[Start of section]
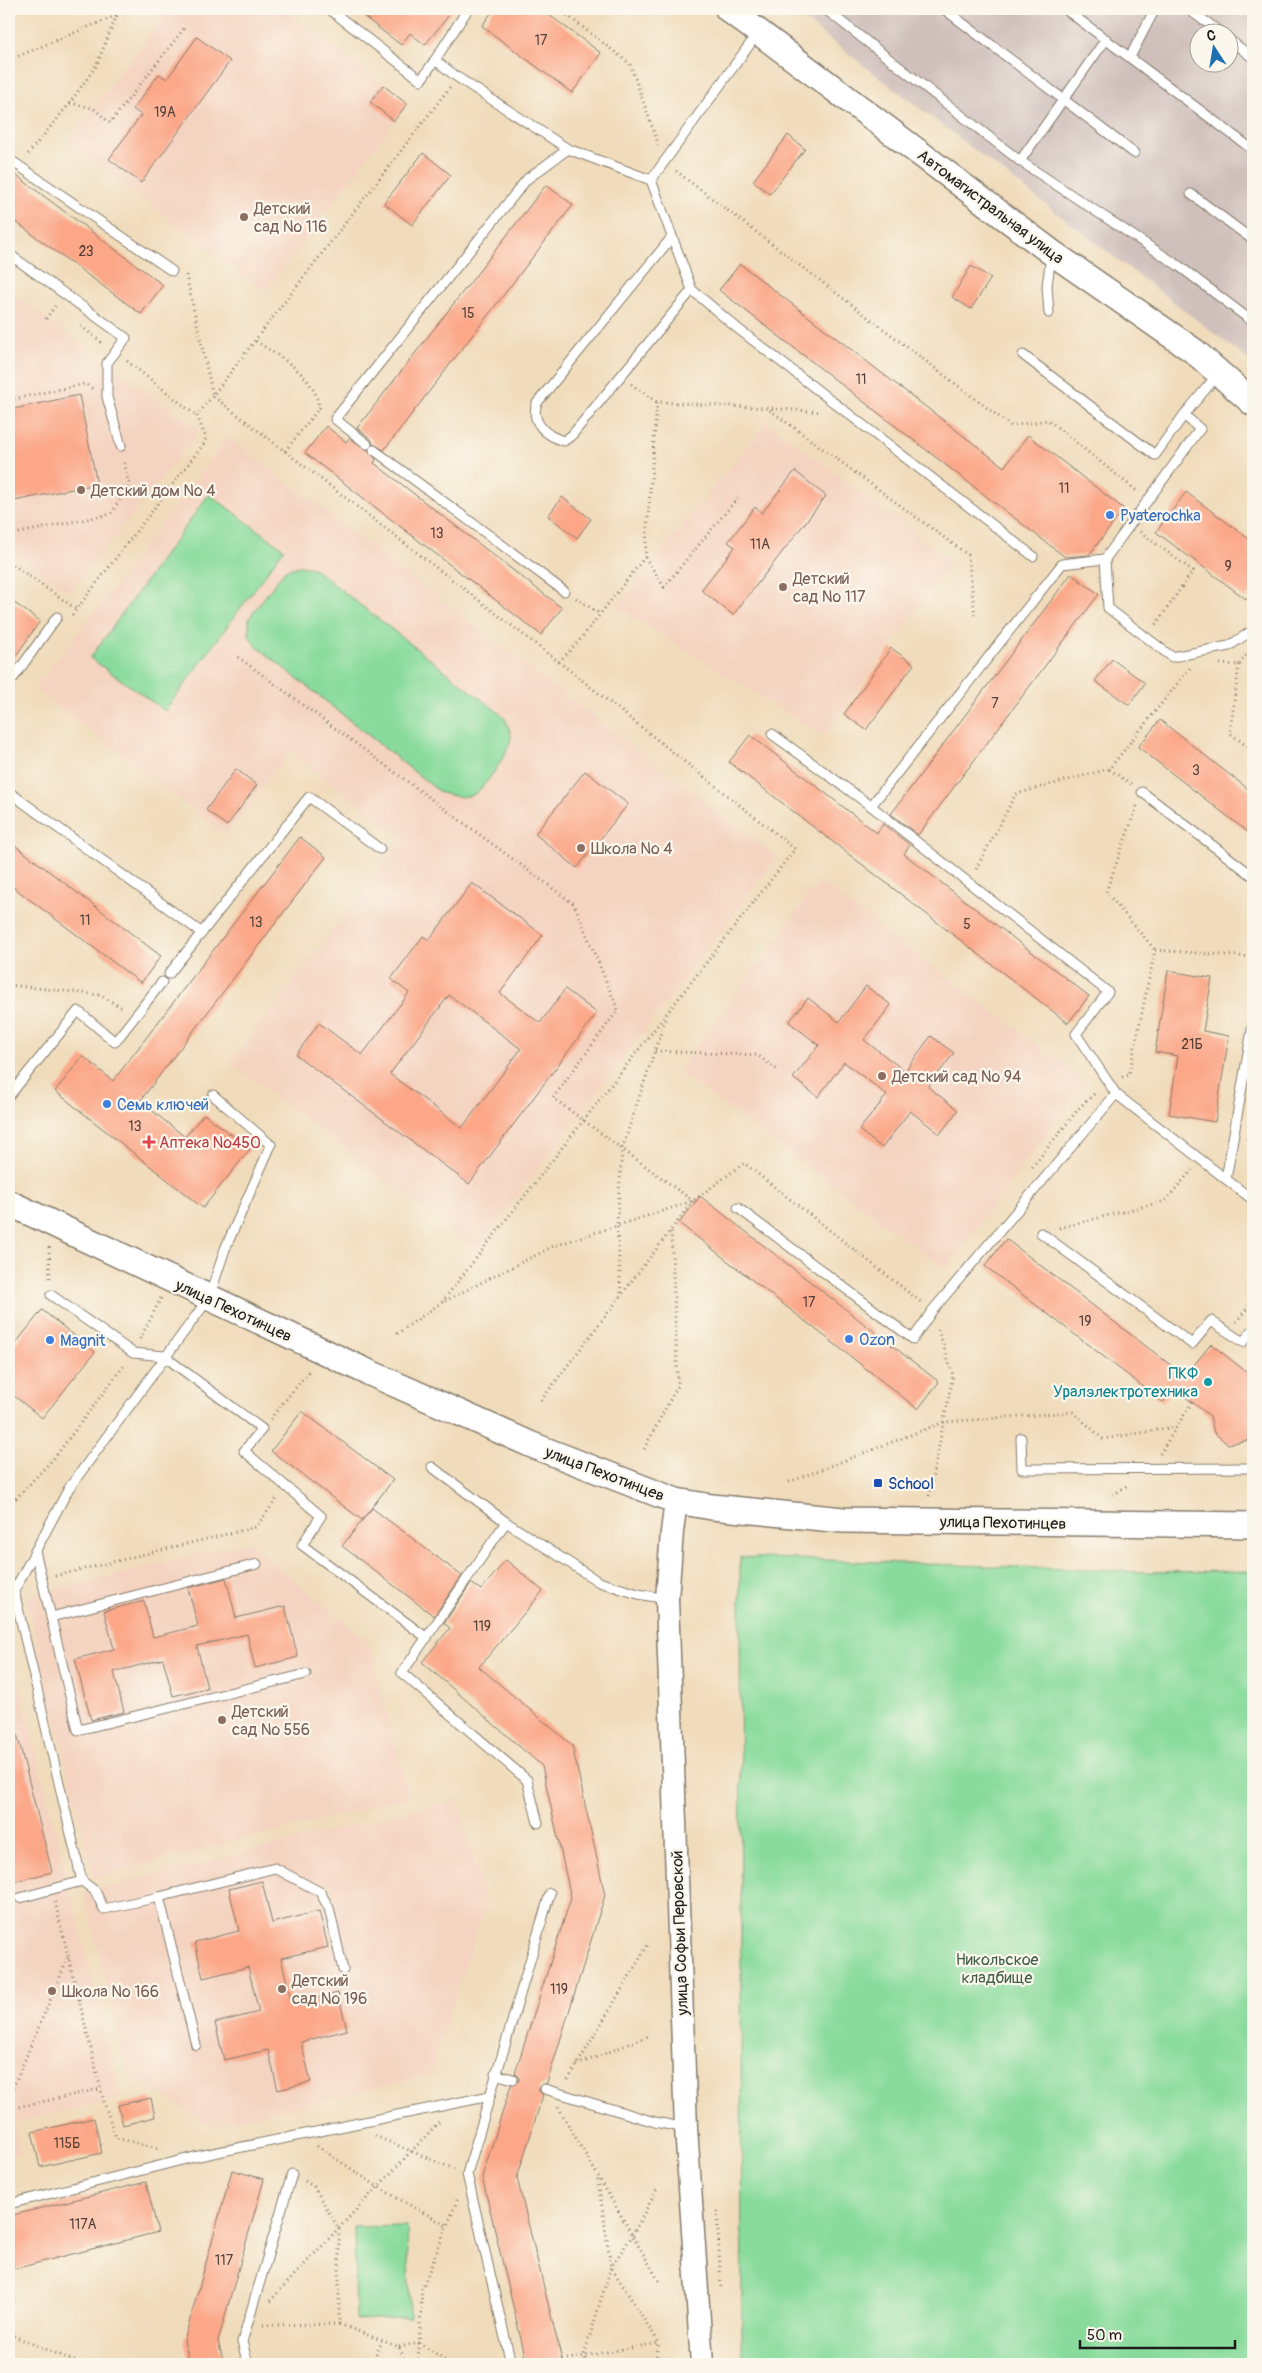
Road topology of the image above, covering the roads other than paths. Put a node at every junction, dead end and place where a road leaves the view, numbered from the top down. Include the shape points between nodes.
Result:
1 (328, 9) edge
2 (468, 9) edge
3 (728, 9) edge
4 (825, 9) edge
5 (944, 9) edge
6 (1065, 9) edge
7 (1155, 9) edge
8 (1188, 9) edge
9 (1206, 22) edge
10 (758, 33) junction
11 (1106, 38) junction
12 (1240, 48) edge
13 (1130, 57) junction
14 (1253, 58) edge
15 (435, 60) junction
16 (1063, 99) junction
17 (568, 149) junction
18 (1253, 150) edge
19 (1134, 153) dead end
20 (9, 158) edge
21 (1020, 161) junction
22 (651, 180) junction
23 (1191, 194) dead end
24 (672, 237) junction
25 (1253, 240) edge
26 (1051, 252) junction
27 (9, 254) edge
28 (172, 271) dead end
29 (692, 290) junction
30 (1049, 313) dead end
31 (1253, 322) edge
32 (1023, 355) dead end
33 (1219, 373) junction
34 (1253, 403) edge
35 (1184, 415) junction
36 (121, 446) road end
37 (1033, 556) dead end
38 (1105, 559) junction
39 (564, 591) road end
40 (57, 617) dead end
41 (1253, 630) edge
42 (9, 679) edge
43 (772, 734) dead end
44 (9, 792) edge
45 (1142, 792) dead end
46 (870, 806) junction
47 (380, 849) dead end
48 (1253, 876) edge
49 (202, 933) junction
50 (169, 974) dead end
51 (162, 982) dead end
52 (1253, 1024) edge
53 (1116, 1094) junction
54 (213, 1095) dead end
55 (9, 1096) edge
56 (1226, 1178) junction
57 (1253, 1200) edge
58 (9, 1203) edge
59 (738, 1208) dead end
60 (1041, 1233) road end
61 (51, 1294) road end
62 (209, 1298) junction
63 (1253, 1330) edge
64 (164, 1356) junction
65 (1021, 1438) dead end
66 (432, 1467) dead end
67 (1253, 1468) edge
68 (676, 1501) junction
69 (506, 1522) junction
70 (1253, 1525) edge
71 (35, 1551) junction
72 (258, 1564) dead end
73 (667, 1599) junction
74 (51, 1617) junction
75 (428, 1638) junction
76 (306, 1674) dead end
77 (538, 1823) dead end
78 (82, 1881) junction
79 (550, 1893) dead end
80 (159, 1897) junction
81 (20, 1898) dead end
82 (343, 1970) dead end
83 (196, 2045) dead end
84 (495, 2074) junction
85 (513, 2079) dead end
86 (545, 2089) dead end
87 (490, 2096) junction
88 (686, 2128) junction
89 (292, 2174) road end
90 (9, 2204) edge
91 (248, 2364) edge
92 (512, 2364) edge
93 (702, 2364) edge

1 - 15 lane via 421,80
2 - 15 lane
3 - 10 main road, Автомагистральная улица
4 - 21 lane
5 - 16 lane
6 - 11 lane
7 - 13 lane
8 - 9 lane
10 - 22 lane
10 - 26 main road, Автомагистральная улица
11 - 13 lane
11 - 16 lane
12 - 14 lane
13 - 18 lane
15 - 17 lane via 457,78
16 - 19 lane
16 - 21 lane
17 - 22 lane
17 - 39 lane via 527,179 335,419
20 - 28 lane
21 - 31 lane via 1180,266
22 - 24 lane
23 - 25 lane
24 - 29 lane
24 - 29 lane via 537,403 534,411 538,424 552,438 564,441 572,435
26 - 30 lane via 1047,286
26 - 33 main road, Автомагистральная улица via 1194,351
27 - 36 lane via 126,338 107,364 107,397
29 - 37 lane
32 - 35 lane via 1155,455
33 - 34 main road, Автомагистральная улица
33 - 35 lane
35 - 38 lane via 1200,429
38 - 41 lane via 1108,608 1172,657 1229,646
38 - 46 lane via 1062,564
40 - 42 lane via 14,677
43 - 46 lane
44 - 49 lane
45 - 48 lane
46 - 53 lane via 1108,992 1076,1034
47 - 49 lane via 310,797
49 - 50 lane
51 - 55 lane via 115,1042 78,1011
52 - 56 lane
53 - 56 lane
53 - 59 lane via 932,1311 913,1339
54 - 62 lane via 272,1145 225,1249
56 - 57 lane
58 - 62 main road, улица Пехотинцев
60 - 63 lane via 1192,1344 1211,1321 1243,1342
61 - 64 lane via 133,1352
62 - 64 lane
62 - 68 main road, улица Пехотинцев via 514,1437
64 - 71 lane via 69,1488
64 - 75 lane via 262,1429 244,1451 321,1516 302,1545
65 - 67 lane via 1022,1469
66 - 69 lane
68 - 70 main road, улица Пехотинцев via 843,1520
68 - 73 street, улица Софьи Перовской
69 - 73 lane via 599,1582
69 - 75 lane
71 - 74 lane
71 - 78 lane via 14,1591
72 - 74 lane
73 - 88 street, улица Софьи Перовской
74 - 76 lane via 78,1730
75 - 77 lane via 402,1673 527,1780
78 - 80 lane via 95,1891 104,1909
78 - 81 lane
79 - 84 lane
80 - 82 lane via 275,1868 320,1892 329,1908
80 - 83 lane
84 - 85 lane
84 - 87 lane
86 - 88 lane via 654,2122
87 - 90 lane via 194,2157
87 - 92 lane via 467,2174
88 - 93 street, улица Софьи Перовской
89 - 91 lane via 242,2342

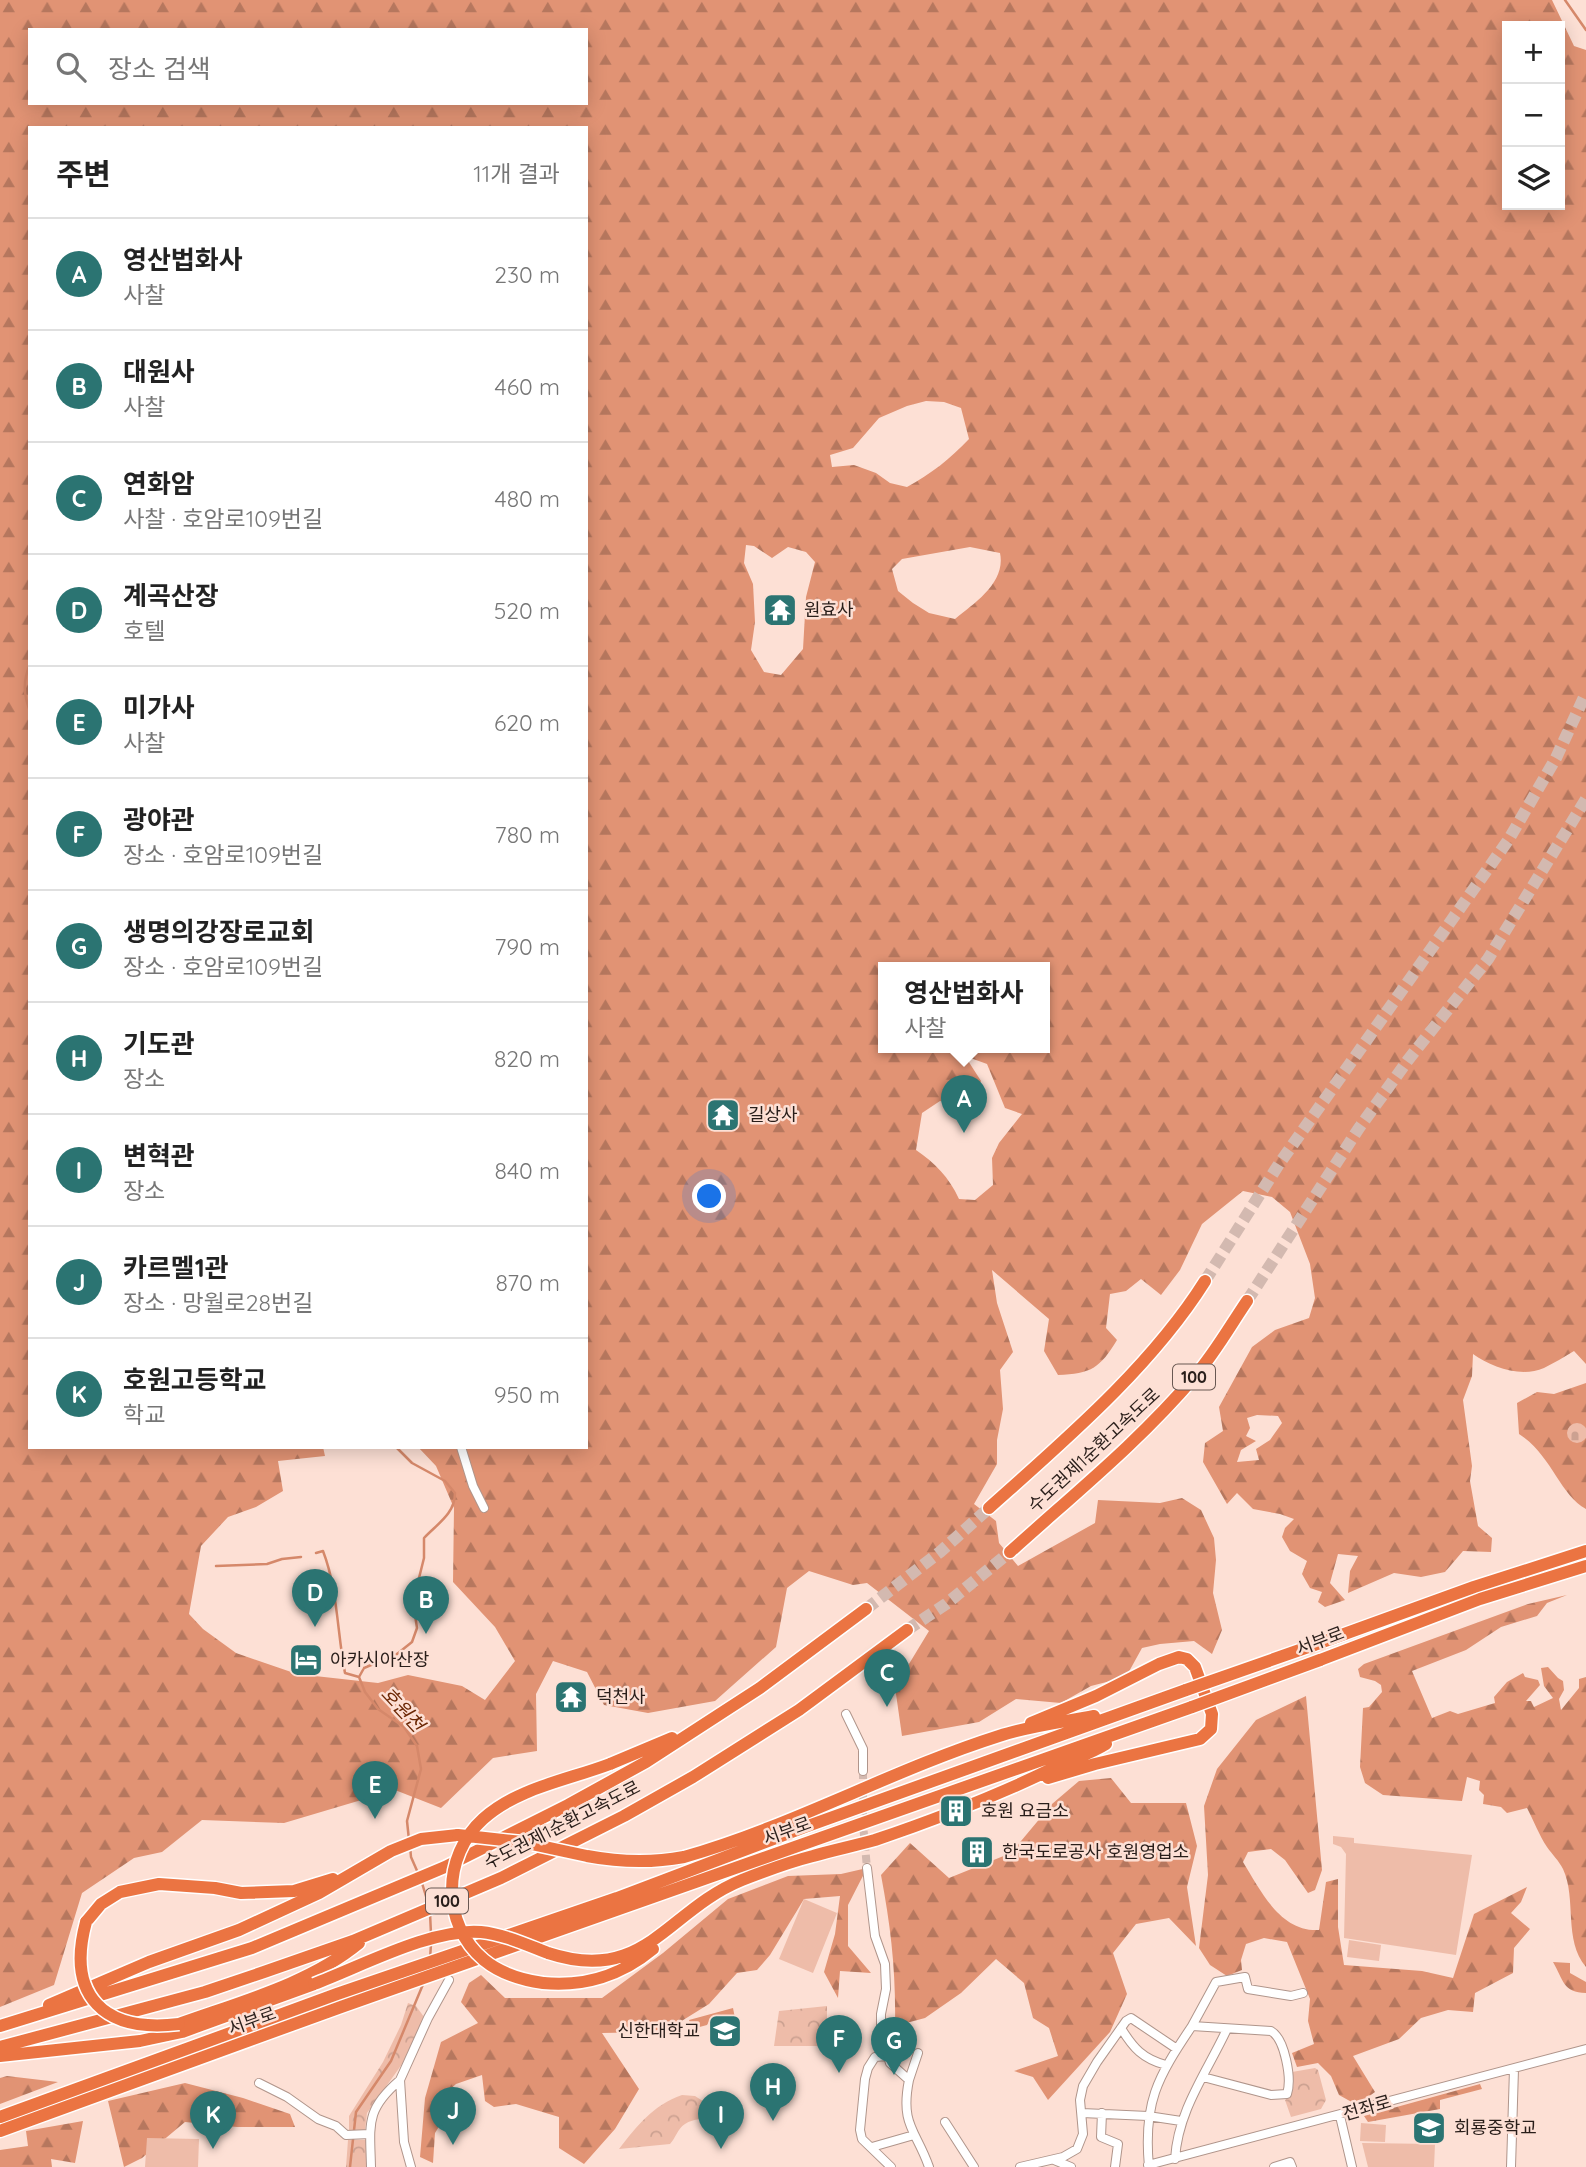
[End of section]
■ EXERCISE REQUIREMENTS: Copy every line from the records above that contains the word "Пехотинцев".

■ ANSWER BOX:
58 - 62 main road, улица Пехотинцев
62 - 68 main road, улица Пехотинцев via 514,1437
68 - 70 main road, улица Пехотинцев via 843,1520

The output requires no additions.